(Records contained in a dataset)
- Opening Delimiter -

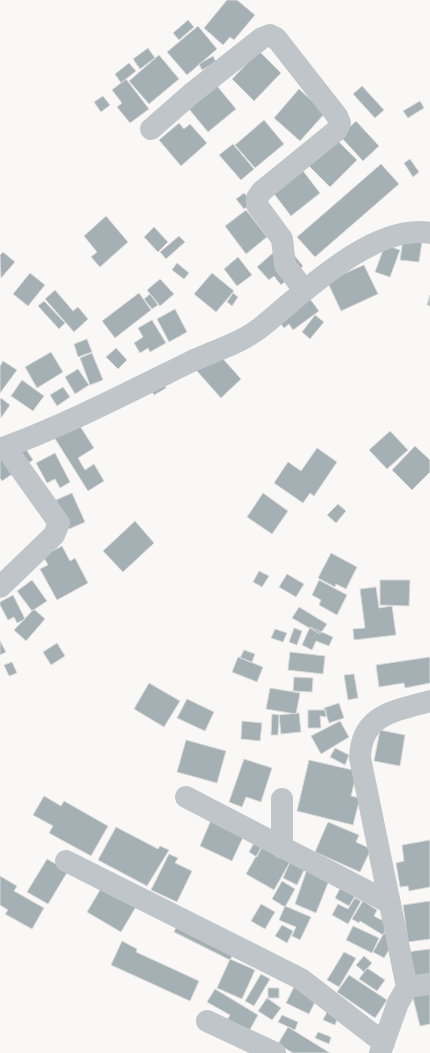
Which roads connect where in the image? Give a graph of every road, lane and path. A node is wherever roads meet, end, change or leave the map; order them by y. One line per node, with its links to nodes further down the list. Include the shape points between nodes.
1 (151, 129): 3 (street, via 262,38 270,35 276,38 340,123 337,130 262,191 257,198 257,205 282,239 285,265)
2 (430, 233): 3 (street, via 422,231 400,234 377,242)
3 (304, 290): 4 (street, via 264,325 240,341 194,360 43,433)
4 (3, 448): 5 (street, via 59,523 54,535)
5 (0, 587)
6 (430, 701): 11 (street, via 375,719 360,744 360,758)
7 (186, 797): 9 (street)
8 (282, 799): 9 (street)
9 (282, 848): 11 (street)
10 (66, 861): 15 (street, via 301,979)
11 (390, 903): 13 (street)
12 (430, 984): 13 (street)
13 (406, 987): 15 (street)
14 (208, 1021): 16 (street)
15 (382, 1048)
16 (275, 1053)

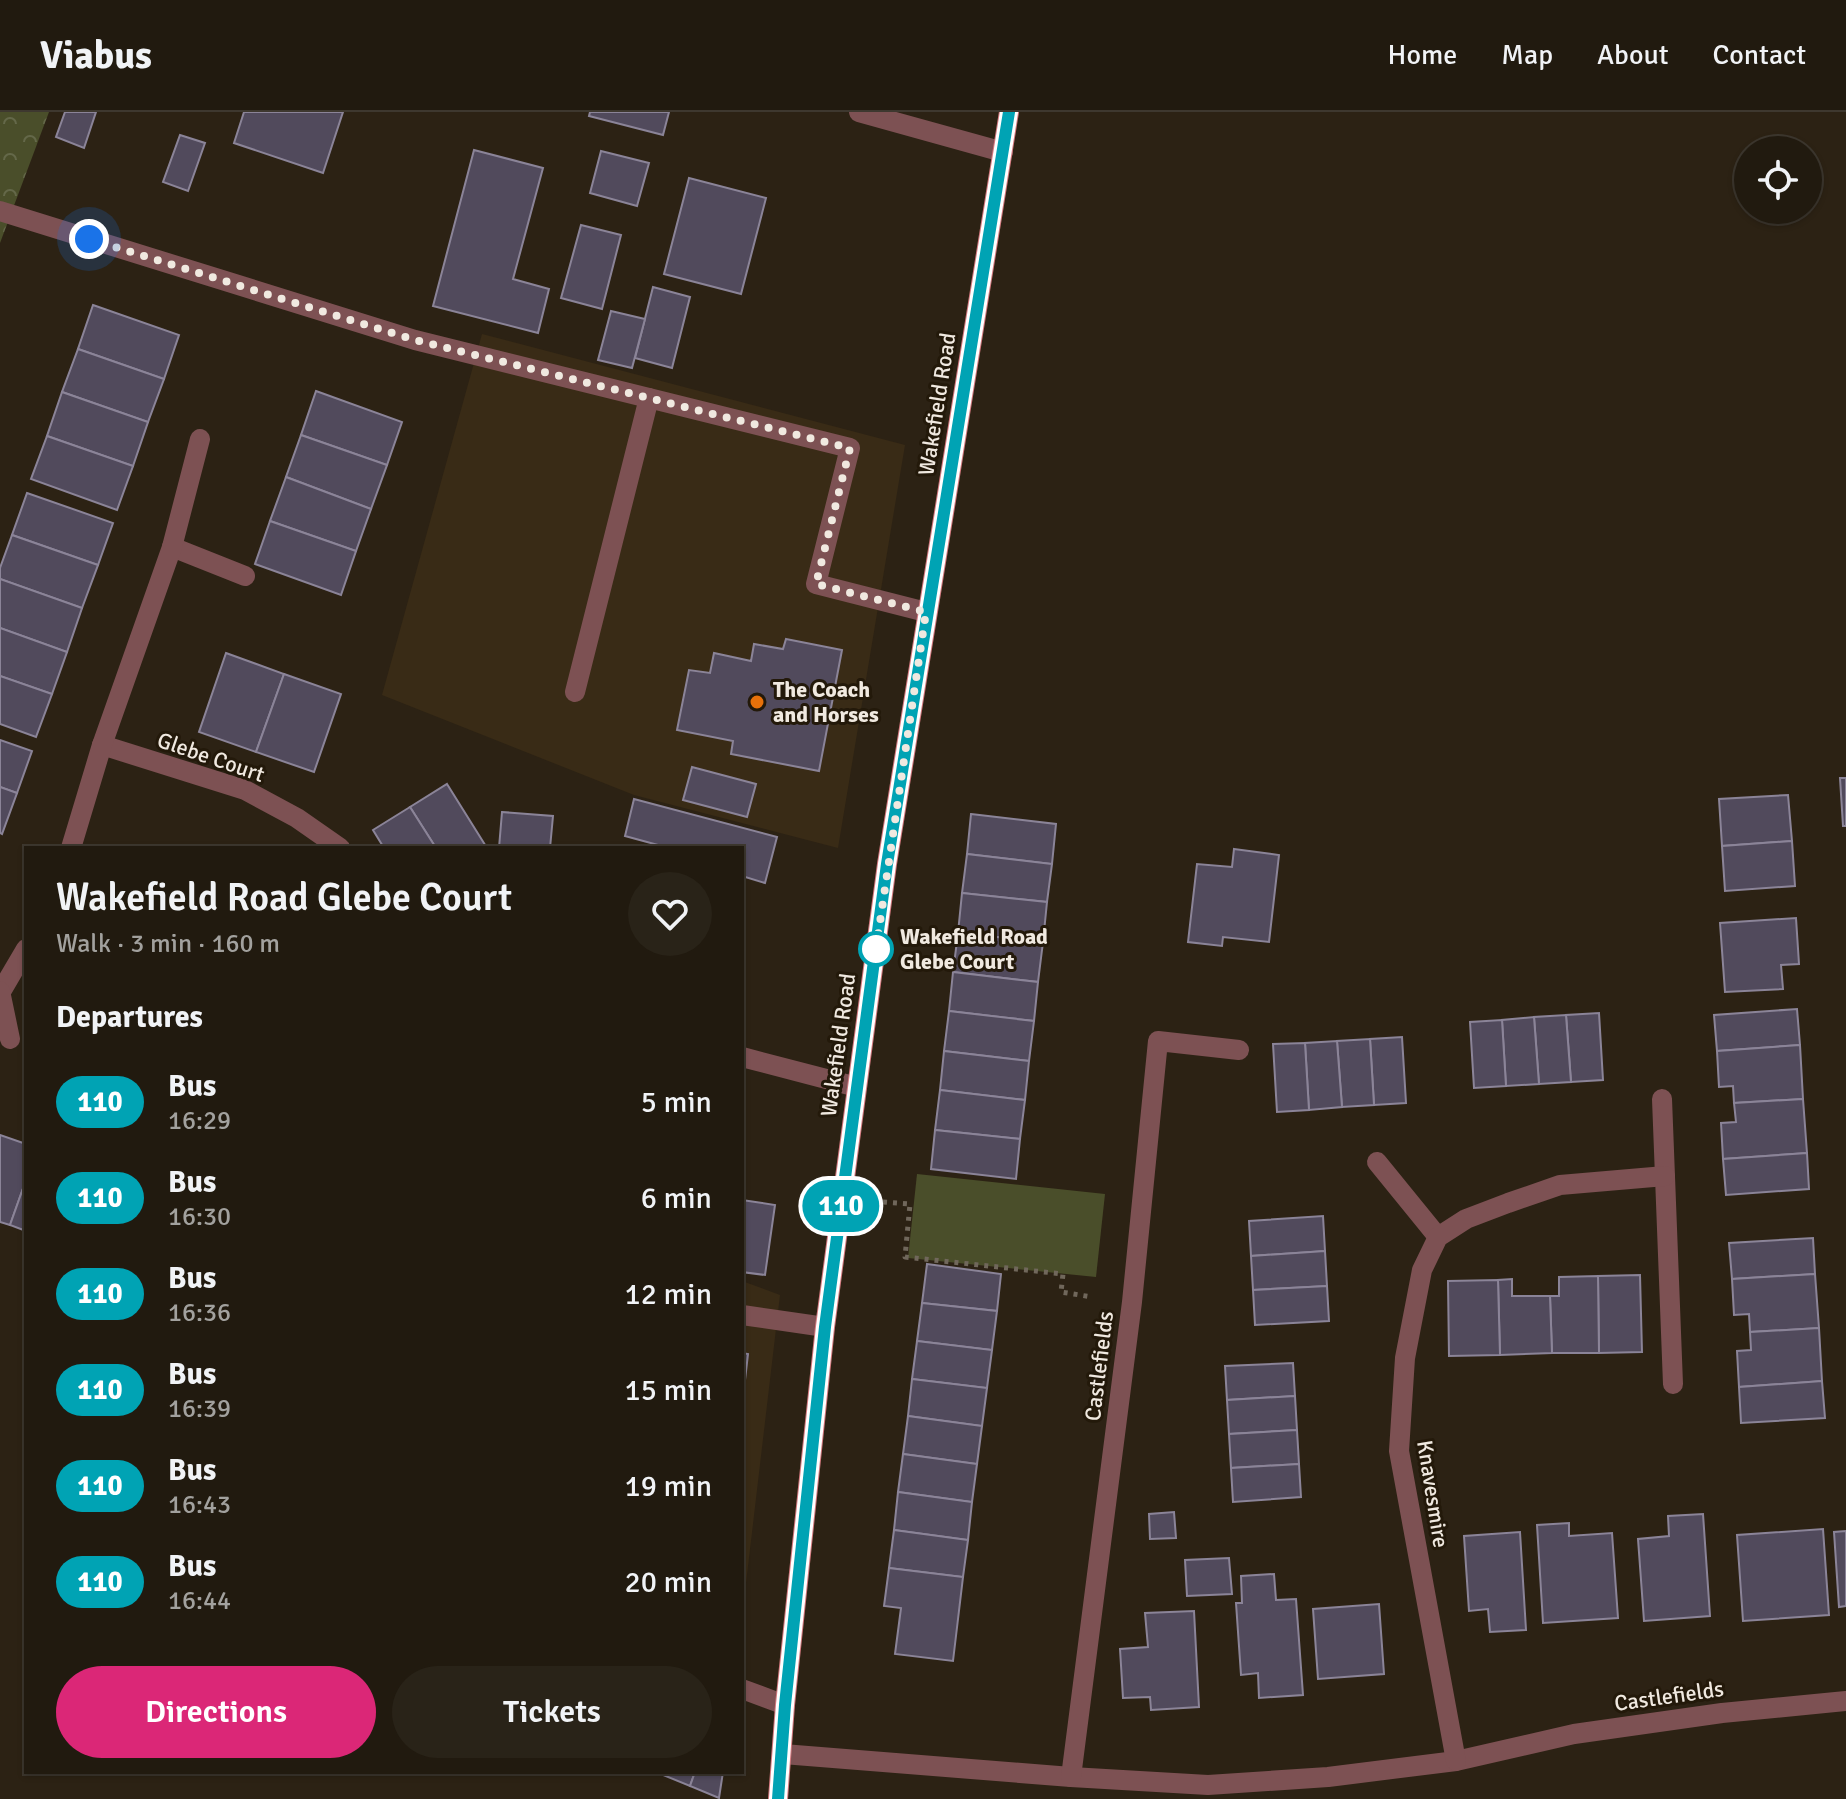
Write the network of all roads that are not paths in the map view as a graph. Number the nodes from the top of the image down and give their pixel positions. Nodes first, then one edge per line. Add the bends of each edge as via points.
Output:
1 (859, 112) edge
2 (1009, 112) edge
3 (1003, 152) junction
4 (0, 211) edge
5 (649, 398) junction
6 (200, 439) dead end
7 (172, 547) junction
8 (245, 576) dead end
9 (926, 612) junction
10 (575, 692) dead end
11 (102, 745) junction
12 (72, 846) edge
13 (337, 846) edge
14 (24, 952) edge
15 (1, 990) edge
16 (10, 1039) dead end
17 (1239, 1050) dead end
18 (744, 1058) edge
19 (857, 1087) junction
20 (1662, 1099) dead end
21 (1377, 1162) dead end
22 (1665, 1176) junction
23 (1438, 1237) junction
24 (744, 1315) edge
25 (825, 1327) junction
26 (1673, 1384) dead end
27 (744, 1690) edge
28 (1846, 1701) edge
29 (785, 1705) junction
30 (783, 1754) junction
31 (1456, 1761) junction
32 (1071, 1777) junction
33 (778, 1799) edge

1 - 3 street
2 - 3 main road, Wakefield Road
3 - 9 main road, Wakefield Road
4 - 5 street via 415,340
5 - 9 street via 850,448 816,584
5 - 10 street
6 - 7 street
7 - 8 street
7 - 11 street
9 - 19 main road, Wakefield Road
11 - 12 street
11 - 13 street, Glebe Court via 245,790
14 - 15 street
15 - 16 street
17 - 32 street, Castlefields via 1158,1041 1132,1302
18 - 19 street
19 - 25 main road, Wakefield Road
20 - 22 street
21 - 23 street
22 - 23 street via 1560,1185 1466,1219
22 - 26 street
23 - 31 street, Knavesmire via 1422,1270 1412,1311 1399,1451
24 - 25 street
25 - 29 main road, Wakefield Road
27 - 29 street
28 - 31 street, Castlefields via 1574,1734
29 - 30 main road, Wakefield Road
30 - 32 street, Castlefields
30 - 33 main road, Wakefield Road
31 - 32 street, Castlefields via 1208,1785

- Closing Delimiter -

Your assignment: Please write out the lines that run from the one with "Write the network" to the end of the records, both included, exactly as they appear.

Solution to this problem:
Write the network of all roads that are not paths in the map view as a graph. Number the nodes from the top of the image down and give their pixel positions. Nodes first, then one edge per line. Add the bends of each edge as via points.
Output:
1 (859, 112) edge
2 (1009, 112) edge
3 (1003, 152) junction
4 (0, 211) edge
5 (649, 398) junction
6 (200, 439) dead end
7 (172, 547) junction
8 (245, 576) dead end
9 (926, 612) junction
10 (575, 692) dead end
11 (102, 745) junction
12 (72, 846) edge
13 (337, 846) edge
14 (24, 952) edge
15 (1, 990) edge
16 (10, 1039) dead end
17 (1239, 1050) dead end
18 (744, 1058) edge
19 (857, 1087) junction
20 (1662, 1099) dead end
21 (1377, 1162) dead end
22 (1665, 1176) junction
23 (1438, 1237) junction
24 (744, 1315) edge
25 (825, 1327) junction
26 (1673, 1384) dead end
27 (744, 1690) edge
28 (1846, 1701) edge
29 (785, 1705) junction
30 (783, 1754) junction
31 (1456, 1761) junction
32 (1071, 1777) junction
33 (778, 1799) edge

1 - 3 street
2 - 3 main road, Wakefield Road
3 - 9 main road, Wakefield Road
4 - 5 street via 415,340
5 - 9 street via 850,448 816,584
5 - 10 street
6 - 7 street
7 - 8 street
7 - 11 street
9 - 19 main road, Wakefield Road
11 - 12 street
11 - 13 street, Glebe Court via 245,790
14 - 15 street
15 - 16 street
17 - 32 street, Castlefields via 1158,1041 1132,1302
18 - 19 street
19 - 25 main road, Wakefield Road
20 - 22 street
21 - 23 street
22 - 23 street via 1560,1185 1466,1219
22 - 26 street
23 - 31 street, Knavesmire via 1422,1270 1412,1311 1399,1451
24 - 25 street
25 - 29 main road, Wakefield Road
27 - 29 street
28 - 31 street, Castlefields via 1574,1734
29 - 30 main road, Wakefield Road
30 - 32 street, Castlefields
30 - 33 main road, Wakefield Road
31 - 32 street, Castlefields via 1208,1785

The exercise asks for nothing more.